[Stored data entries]
*****
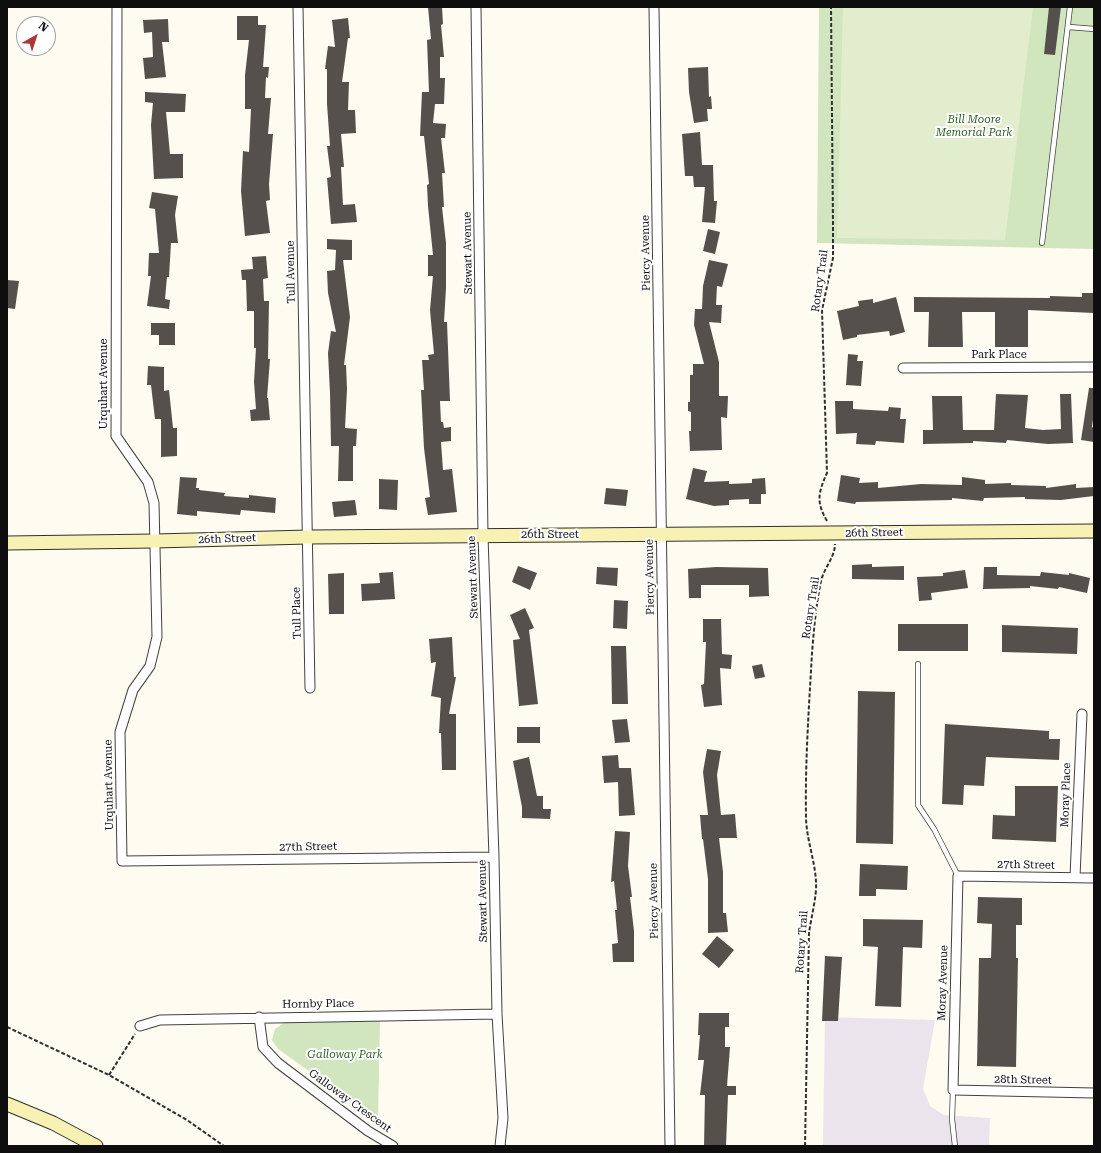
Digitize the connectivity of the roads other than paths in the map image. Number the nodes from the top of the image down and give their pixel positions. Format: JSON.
{"nodes":[{"id":1,"x":117,"y":7,"type":"edge"},
{"id":2,"x":298,"y":7,"type":"edge"},
{"id":3,"x":476,"y":7,"type":"edge"},
{"id":4,"x":654,"y":7,"type":"edge"},
{"id":5,"x":1070,"y":7,"type":"edge"},
{"id":6,"x":1069,"y":27,"type":"junction"},
{"id":7,"x":1094,"y":29,"type":"edge"},
{"id":8,"x":1042,"y":243,"type":"dead end"},
{"id":9,"x":1094,"y":367,"type":"edge"},
{"id":10,"x":903,"y":368,"type":"dead end"},
{"id":11,"x":1094,"y":531,"type":"edge"},
{"id":12,"x":661,"y":534,"type":"junction"},
{"id":13,"x":484,"y":536,"type":"junction"},
{"id":14,"x":308,"y":537,"type":"junction"},
{"id":15,"x":155,"y":541,"type":"junction"},
{"id":16,"x":7,"y":543,"type":"edge"},
{"id":17,"x":918,"y":664,"type":"dead end"},
{"id":18,"x":310,"y":688,"type":"dead end"},
{"id":19,"x":1082,"y":714,"type":"dead end"},
{"id":20,"x":494,"y":857,"type":"junction"},
{"id":21,"x":122,"y":861,"type":"joint"},
{"id":22,"x":958,"y":876,"type":"junction"},
{"id":23,"x":1075,"y":877,"type":"junction"},
{"id":24,"x":1094,"y":878,"type":"edge"},
{"id":25,"x":497,"y":1014,"type":"junction"},
{"id":26,"x":259,"y":1017,"type":"junction"},
{"id":27,"x":140,"y":1026,"type":"road end"},
{"id":28,"x":952,"y":1090,"type":"junction"},
{"id":29,"x":1094,"y":1093,"type":"edge"},
{"id":30,"x":7,"y":1104,"type":"edge"},
{"id":31,"x":96,"y":1146,"type":"edge"},
{"id":32,"x":393,"y":1146,"type":"edge"},
{"id":33,"x":500,"y":1146,"type":"edge"},
{"id":34,"x":670,"y":1146,"type":"edge"},
{"id":35,"x":956,"y":1146,"type":"edge"}],
"edges":[{"from":1,"to":15,"type":"street","name":"Urquhart Avenue"},
{"from":2,"to":14,"type":"street","name":"Tull Avenue"},
{"from":3,"to":13,"type":"street","name":"Stewart Avenue"},
{"from":4,"to":12,"type":"street","name":"Piercy Avenue"},
{"from":5,"to":6,"type":"lane"},
{"from":6,"to":7,"type":"lane"},
{"from":6,"to":8,"type":"lane"},
{"from":9,"to":10,"type":"street","name":"Park Place"},
{"from":11,"to":12,"type":"street","name":"26th Street"},
{"from":12,"to":13,"type":"street","name":"26th Street"},
{"from":12,"to":34,"type":"street","name":"Piercy Avenue"},
{"from":13,"to":14,"type":"street","name":"26th Street"},
{"from":13,"to":20,"type":"street","name":"Stewart Avenue"},
{"from":14,"to":15,"type":"street","name":"26th Street"},
{"from":14,"to":18,"type":"street","name":"Tull Place"},
{"from":15,"to":16,"type":"street","name":"26th Street"},
{"from":15,"to":21,"type":"street","name":"Urquhart Avenue"},
{"from":17,"to":22,"type":"lane"},
{"from":19,"to":23,"type":"street","name":"Moray Place"},
{"from":20,"to":21,"type":"street","name":"27th Street"},
{"from":20,"to":25,"type":"street","name":"Stewart Avenue"},
{"from":22,"to":23,"type":"street","name":"27th Street"},
{"from":22,"to":28,"type":"street","name":"Moray Avenue"},
{"from":23,"to":24,"type":"street","name":"27th Street"},
{"from":25,"to":26,"type":"street","name":"Hornby Place"},
{"from":25,"to":33,"type":"street","name":"Stewart Avenue"},
{"from":26,"to":27,"type":"street","name":"Hornby Place"},
{"from":26,"to":32,"type":"street","name":"Galloway Crescent"},
{"from":28,"to":29,"type":"street","name":"28th Street"},
{"from":28,"to":35,"type":"lane"},
{"from":30,"to":31,"type":"street"}]}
*****
Wherever the string "Tull" appears in the data above, report the whole line.

{"from":2,"to":14,"type":"street","name":"Tull Avenue"},
{"from":14,"to":18,"type":"street","name":"Tull Place"},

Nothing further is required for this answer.